Himanshu Dhillon

Personal information
- Born: 29 September 2005 (age 20) Jind, Haryana, India

Sport
- Sport: Shooting
- Event: 10 m air rifle

Medal record
Men's 10 m air rifle shooting
Representing India
Asian Games
| Silver medal – second place | 2026 Aichi–Nagoya | Individual |
| Silver medal – second place | 2026 Aichi–Nagoya | Team |

= Himanshu Dhillon =

Indian sport shooter (born 2005)

Himanshu Dhillon (born 29 September 2005) is an Indian sport shooter who specialises in the 10 m air rifle. He won silver medals in the individual and team 10 m air rifle events at the 2026 Asian Games.

== Early life ==
Dhillon is from Jind, Haryana, India. He started as a wrestler but after a few weeks he tried his hand at shooting and stuck to the sport following a coach's suggestion.

== Career ==
On 21 September 2026, Dhillon partnered with Rudrankksh Patil and Parth Mane to claim a silver medal for India in the 10m air rifle team event with a combined score of 1890.1 points. Later, he claimed his second silver in the individual scoring 252.4 points in the seven-sereies final. He qualified for the final in the seventh place with a score of 630.0 points. Teammate Rudrankksh qualified third with 631.8 points but could only get a bronze in the final.
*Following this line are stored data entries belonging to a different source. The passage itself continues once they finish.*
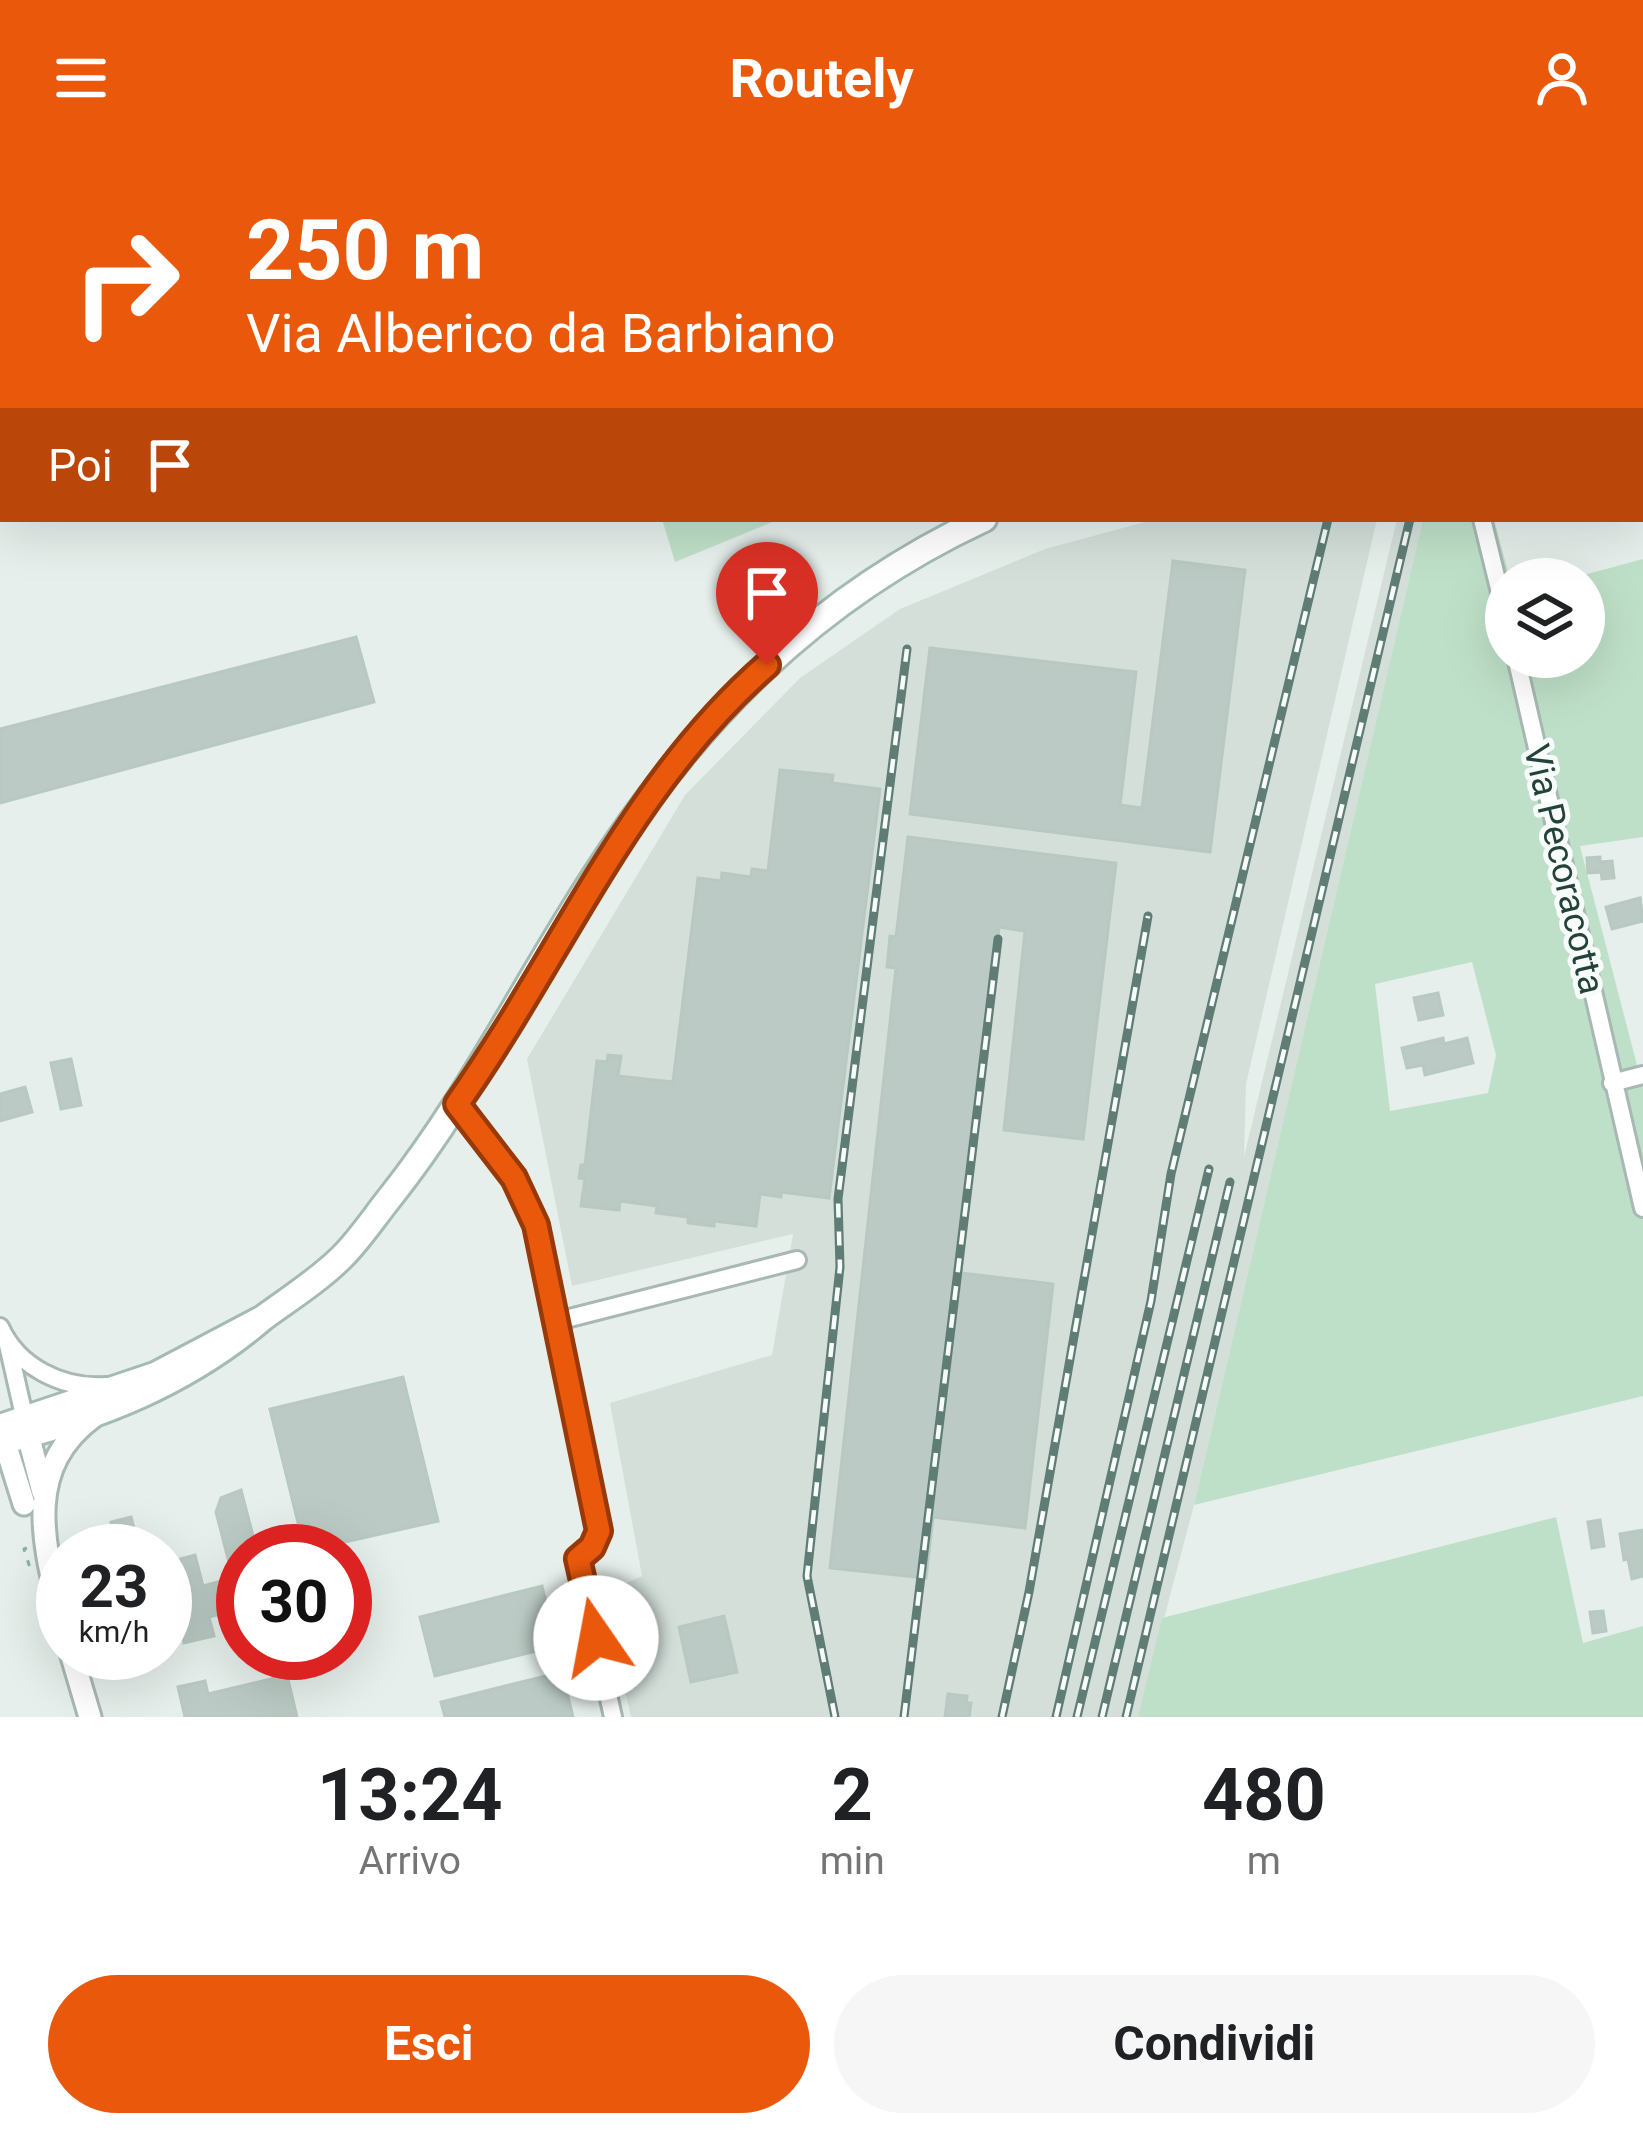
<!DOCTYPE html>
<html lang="it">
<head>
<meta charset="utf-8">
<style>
  :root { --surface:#fff; --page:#f6f6f6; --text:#202124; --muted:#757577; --accent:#ea580c }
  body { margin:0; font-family:Roboto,sans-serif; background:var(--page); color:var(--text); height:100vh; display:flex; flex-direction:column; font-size:45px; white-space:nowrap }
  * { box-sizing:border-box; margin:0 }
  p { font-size:39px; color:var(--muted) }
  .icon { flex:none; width:66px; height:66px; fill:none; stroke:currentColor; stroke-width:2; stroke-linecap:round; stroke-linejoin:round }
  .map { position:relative; height:1561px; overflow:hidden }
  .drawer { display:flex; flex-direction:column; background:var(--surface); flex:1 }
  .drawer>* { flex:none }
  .guide { position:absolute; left:0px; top:0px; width:1644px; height:366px; box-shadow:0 12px 48px #0002; background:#ea580c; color:#fff; overflow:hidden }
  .fabs { position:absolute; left:1485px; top:402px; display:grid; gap:24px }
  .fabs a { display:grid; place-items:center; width:120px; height:120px; border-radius:50%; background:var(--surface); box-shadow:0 12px 48px #0002; font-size:60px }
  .speed { position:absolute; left:36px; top:1368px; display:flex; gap:24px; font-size:60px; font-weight:700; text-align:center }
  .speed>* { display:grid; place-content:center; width:156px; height:156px; border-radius:50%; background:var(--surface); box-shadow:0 12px 48px #0002; line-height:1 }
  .speed small { font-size:30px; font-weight:400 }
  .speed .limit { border:18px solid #d22; background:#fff; color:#111 }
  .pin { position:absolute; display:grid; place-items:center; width:102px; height:102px; color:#fff; margin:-123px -51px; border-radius:50% 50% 50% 0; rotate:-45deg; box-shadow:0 0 12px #0007 }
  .pin .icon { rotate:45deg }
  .me { position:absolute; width:132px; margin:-66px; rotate:348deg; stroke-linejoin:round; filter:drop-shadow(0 0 9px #0008) }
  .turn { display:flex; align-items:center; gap:42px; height:252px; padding:0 48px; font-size:54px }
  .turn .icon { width:156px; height:156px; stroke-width:2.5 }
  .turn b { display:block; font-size:84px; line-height:102px }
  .then { display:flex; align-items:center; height:114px; padding:0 48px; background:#0003; gap:24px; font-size:45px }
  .eta { display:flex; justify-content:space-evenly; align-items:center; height:204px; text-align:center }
  .eta b { font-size:72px; font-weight:700; line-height:84px }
  .primary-button { display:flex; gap:24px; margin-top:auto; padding:24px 48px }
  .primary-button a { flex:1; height:138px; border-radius:72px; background:var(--accent); color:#fff; font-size:48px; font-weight:700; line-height:138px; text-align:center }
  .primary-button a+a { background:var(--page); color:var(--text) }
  header { display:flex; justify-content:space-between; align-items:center; height:156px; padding:0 48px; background:var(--accent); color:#fff; font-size:54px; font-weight:700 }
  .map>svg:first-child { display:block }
  .built { fill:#d4dfda }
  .green { fill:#bfe0c8; fill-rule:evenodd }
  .building { fill:#bbcac4; stroke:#b8c9c2; stroke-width:3 }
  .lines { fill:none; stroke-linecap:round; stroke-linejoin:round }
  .service-casing { stroke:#a8b8b2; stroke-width:14 }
  .minor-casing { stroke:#a8b8b2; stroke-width:22 }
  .tertiary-casing { stroke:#a8b8b2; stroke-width:27 }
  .secondary-casing { stroke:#a4bbb3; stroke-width:30 }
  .path { stroke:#86b3a5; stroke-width:3; stroke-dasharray:6 9; stroke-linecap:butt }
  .service { stroke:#fff; stroke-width:8 }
  .minor { stroke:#fff; stroke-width:16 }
  .tertiary { stroke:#fff; stroke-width:21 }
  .secondary { stroke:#fff; stroke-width:24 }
  .rail-casing { stroke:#5f7d75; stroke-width:9 }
  .rail { stroke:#f7fbf9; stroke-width:4.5; stroke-dasharray:14; stroke-linecap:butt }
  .route-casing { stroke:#983908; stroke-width:30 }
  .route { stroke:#ea580c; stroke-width:21 }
  .labels { text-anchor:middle; stroke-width:10; stroke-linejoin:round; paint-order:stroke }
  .street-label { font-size:36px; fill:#24423a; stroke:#f7fbf9 }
</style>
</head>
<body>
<header><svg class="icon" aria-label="menu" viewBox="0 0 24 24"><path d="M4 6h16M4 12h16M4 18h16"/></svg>Routely<svg class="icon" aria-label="person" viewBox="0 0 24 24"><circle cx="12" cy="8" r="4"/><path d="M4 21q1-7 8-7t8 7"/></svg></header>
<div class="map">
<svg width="1643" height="1561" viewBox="0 0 1643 1561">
  <rect width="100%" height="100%" fill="#e6efeb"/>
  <path class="built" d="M1526 0H1643V108L1641 3H1525Z
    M1156 363H1377L1246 928 1244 1001 1397 363H1423L1194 1349 1138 1561H631L603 1438 642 1420 610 1247 772 1199 793 1078 572 1130 527 903 685 639 800 522 900 453 1045 393Z"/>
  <path class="green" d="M0 0H250L251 3H3L0 211Z
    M680 0H887L888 3H670Z
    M662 363H780L675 406Z
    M1423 363H1494L1510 423H1506V501H1584V423H1569L1643 403V681L1580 690 1643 932V1240L1194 1349ZM1472 806 1496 899 1488 937 1390 955 1375 828Z
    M1556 1361 1583 1487 1643 1470V1561H1138L1162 1462Z"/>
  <path class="building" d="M1173 405 1245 414 1210 696 910 658 930 492 1136 516 1120 649 1142 652Z
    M356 481 374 546 0 647V573Z
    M780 614 833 619 832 627 880 633 829 1042 781 1036V1041L760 1038 756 1070 714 1065V1070L688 1067V1061L656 1057 657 1050 620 1045 619 1054 581 1050 585 1023 579 1022 581 1009H585L597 905 607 906 608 899 621 900 618 920 673 926 698 722 721 725 722 717 751 721 752 713 768 715Z
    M908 681 1116 707 1083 983 1004 974 1025 775 999 771 961 1117 1053 1128 1025 1372 933 1361 926 1422 830 1412 896 812 887 811 890 780 896 781Z
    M1600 701V706L1612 705 1614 722 1602 723 1601 716 1588 717 1587 702Z
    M1640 742 1643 765 1612 773 1606 751Z
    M1438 837 1443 859 1419 864 1414 842Z
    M1443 882 1444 888 1467 882 1473 907 1425 919 1423 909 1407 912 1402 892Z
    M71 903 81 949 61 953 51 907Z
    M25 931 32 956 0 965V938Z
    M403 1221 438 1365 305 1395 270 1253Z
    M241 1334 257 1395H243V1452L209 1461 214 1480 184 1487 169 1415 180 1403 195 1399 203 1430 233 1422 216 1356 221 1342Z
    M131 1361 140 1395H118L111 1366Z
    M1600 1364 1604 1390 1592 1392 1588 1366Z
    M1643 1374V1420L1632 1423 1628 1403 1624 1404 1620 1378Z
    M542 1430 557 1490 435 1520 420 1461Z
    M1603 1455 1606 1475 1593 1477 1590 1456Z
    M724 1460 737 1516 691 1526 679 1471Z
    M562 1516 573 1561H445L441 1546Z
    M287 1519 297 1561H185L178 1531 205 1525 208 1538Z
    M948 1538 967 1540 966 1547H971L969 1561H945Z"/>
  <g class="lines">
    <defs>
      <path id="service" d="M78 1506 118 1500"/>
      <path id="minor" d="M1641 207 1643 206
        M1482 363 1506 461
        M1516 501 1643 1052
        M1612 927 1643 919
        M457 948 515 1021 536 1069 599 1375 592 1392 578 1403 613 1561
        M558 1165 797 1104
        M0 1171C18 1211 62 1233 106 1230
        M8 1189 25 1264"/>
      <path id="tertiary" d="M25 1267 43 1336
        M0 1271 24 1348
        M63 1468C45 1392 20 1314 94 1260
        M71 1497 90 1561"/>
      <path id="secondary" d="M1641 165 1643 164
        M263 1162C289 1143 319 1124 342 1101 359 1084 373 1063 388 1044 468 944 524 829 594 721 694 565 814 442 984 363
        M0 1271 155 1219 263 1162C186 1228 98 1262 0 1286"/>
    </defs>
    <use href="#service" class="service-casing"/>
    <use href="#minor" class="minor-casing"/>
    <use href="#tertiary" class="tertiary-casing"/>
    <use href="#secondary" class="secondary-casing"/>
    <path class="path" d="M1408 0 1409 3
      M27 1392 24 1393 31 1415"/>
    <use href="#service" class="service"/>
    <use href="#minor" class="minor"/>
    <use href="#tertiary" class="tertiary"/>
    <use href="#secondary" class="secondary"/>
    <defs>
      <path id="rail" d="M1494 3 1495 0
        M835 1561 807 1420 840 1111 838 1043 907 493
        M904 1561 998 783
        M1002 1561 1029 1436 1148 760
        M1056 1561 1151 1145 1171 1018 1328 363
        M1077 1561 1209 1013
        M1102 1561 1230 1026
        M1126 1561 1410 363"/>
    </defs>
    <use href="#rail" class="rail-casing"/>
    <use href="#rail" class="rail"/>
  </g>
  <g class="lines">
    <defs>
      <path id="route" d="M596 1482 578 1403 592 1391 599 1375 536 1069 514 1022 457 948C561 801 629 629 767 509"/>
    </defs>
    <use href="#route" class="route-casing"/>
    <use href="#route" class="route"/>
  </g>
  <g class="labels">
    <g class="street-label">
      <text transform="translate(1565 713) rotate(77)" y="13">Via Pecoracotta</text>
    </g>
  </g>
</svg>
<div class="fabs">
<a><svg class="icon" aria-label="layers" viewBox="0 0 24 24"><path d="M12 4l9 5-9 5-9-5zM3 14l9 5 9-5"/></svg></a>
</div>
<div class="speed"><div>23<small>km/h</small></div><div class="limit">30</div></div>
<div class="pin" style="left:767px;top:509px;background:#d93025"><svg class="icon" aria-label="arrive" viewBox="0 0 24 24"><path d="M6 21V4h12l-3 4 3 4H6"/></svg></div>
<svg class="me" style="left:596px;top:1482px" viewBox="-20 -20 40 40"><circle r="19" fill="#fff"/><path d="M0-13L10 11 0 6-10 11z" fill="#ea580c"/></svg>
<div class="guide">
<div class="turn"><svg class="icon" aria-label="right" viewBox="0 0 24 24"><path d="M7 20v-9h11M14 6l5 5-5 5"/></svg><div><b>250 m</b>Via Alberico da Barbiano</div></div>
<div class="then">Poi<svg class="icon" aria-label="arrive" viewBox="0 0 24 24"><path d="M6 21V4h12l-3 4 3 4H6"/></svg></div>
</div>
</div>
<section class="drawer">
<div class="eta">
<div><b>13:24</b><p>Arrivo</p></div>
<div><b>2</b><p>min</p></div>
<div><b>480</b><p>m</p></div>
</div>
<div class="primary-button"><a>Esci</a><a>Condividi</a></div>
</section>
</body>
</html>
Dhillon won two gold medals and a bronze at the ISSF Junior World Cup in 2025. In July 2026, he bagged a bronze, his first medal at the senior level, in the 10m air rifle mixed team event, partnering Sonam Maskar at the ISSF World Cup 2026 in Hangzhou. He scored 317.4 points and along with Sonam Uttam Maskar's 317.2, for a total of 634.6 points in the qualification round and went on to score 220.6 each for a total score of 441.2 points for a bronze.

In December 2025, he won a gold medal partnering Ramita Jindal, in the 10m air rifle mixed team event at the 68th National Shooting Championship at Bhopal.